Keep reading to learn more about where borrowers have the highest and lowest student loan debt balances, as well as alternative student loan repayment options like refinancing. You can compare student loan refinance rates across multiple private lenders on Credible's online marketplace.
Where borrowers have the most student loan debt
Graduates in New Hampshire, Delaware and Pennsylvania have the highest average student loan debt — in all three states, the average student loan balance upon graduation exceeds $39,000. Of the top 10 states with the highest student loan debt balances, all of them are in the New England or mid-Atlantic regions of the Northeast.
Generally, student loan borrowers in the Northeast have more student loan debt than those who live in Southern and Western states.
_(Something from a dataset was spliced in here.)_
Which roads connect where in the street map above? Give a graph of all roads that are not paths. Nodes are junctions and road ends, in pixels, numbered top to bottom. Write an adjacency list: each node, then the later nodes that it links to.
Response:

There are a few exceptions, though, with some borrowers in the Midwest and the South graduating with high levels of debt:
- No. 11 South Carolina ($32,635)
- No. 12 South Dakota ($32,029)
- No. 13 Minnesota ($32,012)
- No. 14 North Dakota ($31,939)
- No. 15 Alabama ($30,996)
In many of the states with elevated student loan balances, the total cost of attending a four-year public or nonprofit institution is higher. The average cost of college in Massachusetts is $53,853, which is still much more expensive than in New Hampshire ($45,393), the state with the highest average debt balance. In New York, the total cost of attendance is $46,955 — but borrowers have just $30,951 worth of debt on average.
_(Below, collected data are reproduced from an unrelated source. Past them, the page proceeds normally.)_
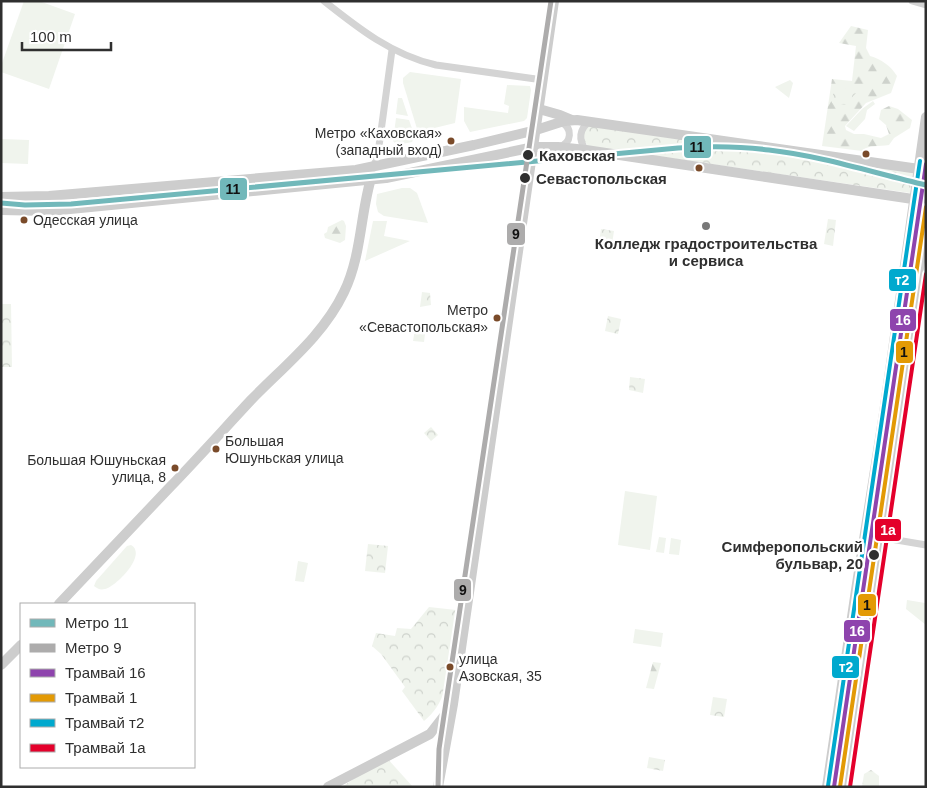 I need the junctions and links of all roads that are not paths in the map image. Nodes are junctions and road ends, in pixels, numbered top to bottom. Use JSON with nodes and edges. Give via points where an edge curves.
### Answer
{"nodes":[{"id":1,"x":324,"y":1,"type":"edge"},
{"id":2,"x":554,"y":1,"type":"edge"},
{"id":3,"x":912,"y":1,"type":"edge"},
{"id":4,"x":926,"y":5,"type":"edge"},
{"id":5,"x":392,"y":50,"type":"junction"},
{"id":6,"x":542,"y":80,"type":"junction"},
{"id":7,"x":539,"y":109,"type":"junction"},
{"id":8,"x":926,"y":117,"type":"edge"},
{"id":9,"x":572,"y":120,"type":"junction"},
{"id":10,"x":590,"y":121,"type":"junction"},
{"id":11,"x":561,"y":122,"type":"junction"},
{"id":12,"x":536,"y":130,"type":"junction"},
{"id":13,"x":534,"y":147,"type":"junction"},
{"id":14,"x":558,"y":147,"type":"junction"},
{"id":15,"x":586,"y":150,"type":"junction"},
{"id":16,"x":374,"y":167,"type":"junction"},
{"id":17,"x":922,"y":169,"type":"edge"},
{"id":18,"x":370,"y":179,"type":"junction"},
{"id":19,"x":1,"y":197,"type":"edge"},
{"id":20,"x":914,"y":199,"type":"junction"},
{"id":21,"x":926,"y":201,"type":"edge"},
{"id":22,"x":1,"y":210,"type":"edge"},
{"id":23,"x":926,"y":221,"type":"edge"},
{"id":24,"x":879,"y":537,"type":"junction"},
{"id":25,"x":926,"y":545,"type":"edge"},
{"id":26,"x":60,"y":603,"type":"edge"},
{"id":27,"x":853,"y":610,"type":"junction"},
{"id":28,"x":869,"y":612,"type":"junction"},
{"id":29,"x":20,"y":646,"type":"edge"},
{"id":30,"x":1,"y":665,"type":"edge"},
{"id":31,"x":453,"y":704,"type":"junction"},
{"id":32,"x":430,"y":734,"type":"junction"},
{"id":33,"x":444,"y":750,"type":"junction"},
{"id":34,"x":328,"y":787,"type":"edge"},
{"id":35,"x":438,"y":787,"type":"edge"},
{"id":36,"x":827,"y":787,"type":"edge"},
{"id":37,"x":842,"y":787,"type":"edge"}],
"edges":[{"from":1,"to":5,"type":"street","via":[[364,33]]},
{"from":2,"to":6,"type":"main road"},
{"from":3,"to":4,"type":"street"},
{"from":5,"to":6,"type":"street","via":[[436,65]]},
{"from":5,"to":16,"type":"street"},
{"from":6,"to":7,"type":"main road"},
{"from":7,"to":9,"type":"main road"},
{"from":7,"to":12,"type":"main road"},
{"from":8,"to":17,"type":"main road"},
{"from":9,"to":10,"type":"main road"},
{"from":9,"to":11,"type":"main road"},
{"from":10,"to":15,"type":"street","via":[[581,135]]},
{"from":10,"to":17,"type":"main road"},
{"from":11,"to":12,"type":"main road"},
{"from":11,"to":14,"type":"street","via":[[570,136]]},
{"from":12,"to":13,"type":"main road"},
{"from":12,"to":16,"type":"main road"},
{"from":13,"to":14,"type":"main road"},
{"from":13,"to":18,"type":"main road"},
{"from":13,"to":31,"type":"main road"},
{"from":14,"to":15,"type":"main road"},
{"from":15,"to":20,"type":"main road"},
{"from":16,"to":18,"type":"main road"},
{"from":16,"to":19,"type":"main road","via":[[28,198]]},
{"from":17,"to":20,"type":"main road"},
{"from":18,"to":22,"type":"main road","via":[[50,211]]},
{"from":18,"to":26,"type":"main road","via":[[354,268],[331,315],[317,334]]},
{"from":20,"to":21,"type":"main road"},
{"from":20,"to":27,"type":"main road"},
{"from":23,"to":24,"type":"main road"},
{"from":24,"to":25,"type":"street"},
{"from":24,"to":28,"type":"main road"},
{"from":27,"to":28,"type":"main road"},
{"from":27,"to":36,"type":"main road"},
{"from":28,"to":37,"type":"main road"},
{"from":29,"to":30,"type":"main road"},
{"from":31,"to":32,"type":"main road"},
{"from":31,"to":33,"type":"main road"},
{"from":32,"to":33,"type":"main road","via":[[440,738]]},
{"from":32,"to":34,"type":"main road"},
{"from":33,"to":35,"type":"main road"}]} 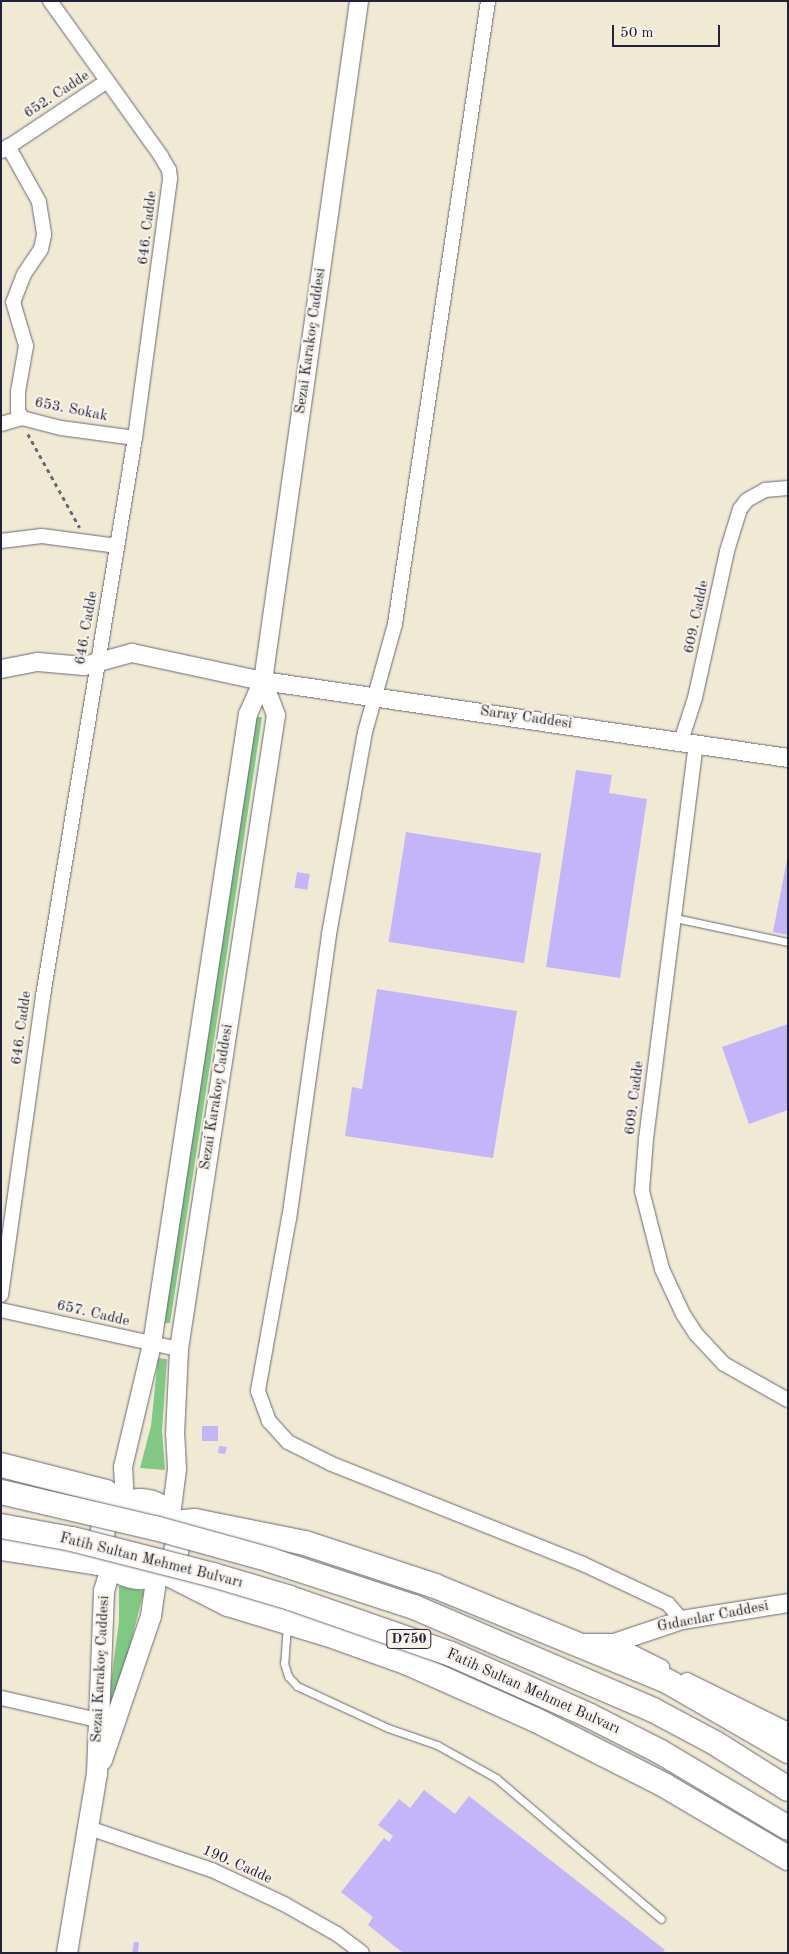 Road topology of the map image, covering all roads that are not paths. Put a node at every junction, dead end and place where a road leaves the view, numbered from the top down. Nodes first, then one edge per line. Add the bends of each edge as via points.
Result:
1 (50, 1) edge
2 (359, 1) edge
3 (488, 1) edge
4 (106, 82) junction
5 (5, 149) edge
6 (22, 418) junction
7 (1, 424) edge
8 (135, 438) junction
9 (788, 488) edge
10 (1, 541) edge
11 (117, 546) junction
12 (97, 663) junction
13 (1, 669) edge
14 (263, 681) junction
15 (376, 696) junction
16 (688, 742) junction
17 (788, 758) edge
18 (675, 918) junction
19 (788, 942) edge
20 (1, 1295) edge
21 (1, 1310) edge
22 (152, 1344) junction
23 (179, 1348) junction
24 (788, 1400) edge
25 (1, 1465) edge
26 (1, 1492) edge
27 (123, 1505) junction
28 (173, 1520) junction
29 (1, 1526) edge
30 (1, 1548) edge
31 (111, 1563) junction
32 (159, 1572) junction
33 (788, 1603) edge
34 (682, 1620) junction
35 (288, 1622) junction
36 (614, 1643) junction
37 (580, 1644) junction
38 (1, 1698) edge
39 (97, 1720) junction
40 (788, 1730) edge
41 (788, 1751) edge
42 (97, 1774) junction
43 (788, 1789) edge
44 (89, 1828) junction
45 (788, 1828) edge
46 (788, 1858) edge
47 (660, 1919) dead end
48 (67, 1953) edge
49 (362, 1953) edge

1 - 4 street, 646. Cadde
2 - 14 street, Sezai Karakoç Caddesi
3 - 15 street via 395,624
4 - 5 street, 652. Cadde
4 - 8 street, 646. Cadde via 160,156 170,178
5 - 6 street via 39,202 44,235 41,249 24,274 13,302 26,346 18,392 18,411
6 - 7 street, 653. Sokak
6 - 8 street, 653. Sokak via 61,428
8 - 11 street, 646. Cadde
9 - 16 street, 609. Cadde via 765,490 747,500 736,519
10 - 11 street via 26,536 87,540
11 - 12 street, 646. Cadde
12 - 13 street, Saray Caddesi via 84,666 38,662
12 - 14 street, Saray Caddesi via 132,653
12 - 20 street, 646. Cadde via 43,996
14 - 15 street, Saray Caddesi
14 - 22 street, Sezai Karakoç Caddesi via 248,714
14 - 23 street, Sezai Karakoç Caddesi via 276,715
15 - 16 street, Saray Caddesi
15 - 34 street via 365,732 330,935 289,1218 258,1391 263,1408 275,1432 296,1446 332,1464 583,1564 668,1604
16 - 17 street, Saray Caddesi
16 - 18 street, 609. Cadde
18 - 19 lane
18 - 24 street, 609. Cadde via 642,1191 672,1293 702,1342 738,1374
21 - 22 street, 657. Cadde
22 - 23 street, 657. Cadde
22 - 27 street, Sezai Karakoç Caddesi via 122,1467
23 - 28 street, Sezai Karakoç Caddesi
25 - 27 highway via 106,1492
26 - 43 highway, Fatih Sultan Mehmet Bulvarı / D750, bridge via 155,1528 414,1607 655,1710
27 - 28 highway via 148,1501 159,1506
27 - 31 highway via 108,1519 103,1530 102,1542
28 - 32 highway via 178,1546
28 - 37 highway via 195,1521 344,1554 435,1586
29 - 45 highway, Fatih Sultan Mehmet Bulvarı / D750, bridge via 72,1539 213,1575 451,1654 625,1733
30 - 31 highway
31 - 32 highway via 133,1576
31 - 39 main road, Sezai Karakoç Caddesi via 104,1591
32 - 35 highway via 228,1604
32 - 42 main road, Sezai Karakoç Caddesi via 150,1616
33 - 34 street, Gıdacılar Caddesi
34 - 36 street, Gıdacılar Caddesi
35 - 46 highway via 408,1663 536,1720 664,1785
35 - 47 lane via 284,1663 288,1676 297,1686 388,1728 437,1746 490,1774
36 - 37 street, Gıdacılar Caddesi
36 - 40 street
37 - 41 highway via 667,1680
38 - 39 street
39 - 42 main road, Sezai Karakoç Caddesi
42 - 44 main road, Sezai Karakoç Caddesi
44 - 48 main road, Sezai Karakoç Caddesi
44 - 49 street, 190. Cadde via 212,1870 284,1904 337,1934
In the District of Columbia, which has the ninth-highest student loan debt balances, the cost of college is the most expensive at $64,354. That's nearly double the average student debt amount in the nation's capital, suggesting that many D.C. students rely on financing methods besides loans to pay for college.
If you're looking for ways to repay high amounts of student loan debt, consider refinancing while student loan interest rates are near record lows. You can browse current student loan refinance rates in the table below, and visit Credible to see your estimated interest rate for free without impacting your credit score.
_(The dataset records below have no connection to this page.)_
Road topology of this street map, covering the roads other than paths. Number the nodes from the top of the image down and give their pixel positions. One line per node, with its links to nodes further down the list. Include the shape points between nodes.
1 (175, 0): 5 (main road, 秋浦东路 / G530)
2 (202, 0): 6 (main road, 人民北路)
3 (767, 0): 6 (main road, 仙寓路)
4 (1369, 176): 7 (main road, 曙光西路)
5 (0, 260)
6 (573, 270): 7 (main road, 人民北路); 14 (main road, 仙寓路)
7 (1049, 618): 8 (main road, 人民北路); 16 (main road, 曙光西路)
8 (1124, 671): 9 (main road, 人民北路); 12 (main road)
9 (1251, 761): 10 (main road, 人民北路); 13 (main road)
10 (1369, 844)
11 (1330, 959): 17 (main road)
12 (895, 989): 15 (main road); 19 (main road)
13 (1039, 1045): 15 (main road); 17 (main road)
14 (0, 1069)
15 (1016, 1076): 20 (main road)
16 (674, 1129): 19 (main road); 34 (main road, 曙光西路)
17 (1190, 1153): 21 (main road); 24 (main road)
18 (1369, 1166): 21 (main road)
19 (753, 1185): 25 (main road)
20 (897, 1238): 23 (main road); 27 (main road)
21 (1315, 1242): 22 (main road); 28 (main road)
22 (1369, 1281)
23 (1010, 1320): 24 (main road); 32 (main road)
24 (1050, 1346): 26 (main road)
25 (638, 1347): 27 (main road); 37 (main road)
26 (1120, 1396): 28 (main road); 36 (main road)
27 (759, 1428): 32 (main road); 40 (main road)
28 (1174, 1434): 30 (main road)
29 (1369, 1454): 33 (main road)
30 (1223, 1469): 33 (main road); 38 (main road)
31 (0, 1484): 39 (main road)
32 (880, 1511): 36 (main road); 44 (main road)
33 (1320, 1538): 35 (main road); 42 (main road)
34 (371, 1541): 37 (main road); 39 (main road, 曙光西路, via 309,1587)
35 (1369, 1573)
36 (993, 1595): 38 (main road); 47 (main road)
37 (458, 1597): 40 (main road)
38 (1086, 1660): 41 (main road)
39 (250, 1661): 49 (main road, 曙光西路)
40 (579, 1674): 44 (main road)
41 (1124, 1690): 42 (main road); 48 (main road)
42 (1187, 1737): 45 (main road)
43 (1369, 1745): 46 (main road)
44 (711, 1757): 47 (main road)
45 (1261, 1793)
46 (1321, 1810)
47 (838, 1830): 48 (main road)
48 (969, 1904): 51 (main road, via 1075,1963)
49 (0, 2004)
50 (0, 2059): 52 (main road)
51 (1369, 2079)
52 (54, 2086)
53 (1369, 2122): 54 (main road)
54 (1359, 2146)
Where borrowers have the least student loan debt
Graduates in some states are fortunate to have lower amounts of student loan debt when compared to the national average. Still, No. 1 Utah is the only state to have an average student loan debt below $20,000.
Almost every state where graduates have low student loan balances is located in the American West. Student loan borrowers in New Mexico ($20,868), California ($21,125), Nevada ($21,357), Wyoming ($23,510) and Washington ($23,993) have much more manageable levels of debt than those who live in Northeastern states.
The total cost of college tends to be cheaper in states with lower levels of student loan debt. In Utah, the state with the least student loan debt per borrower, the average cost of obtaining a college degree is $20,769. There are two states where the cost of college is below $20,000: Wyoming ($19,960) and Idaho ($19,296).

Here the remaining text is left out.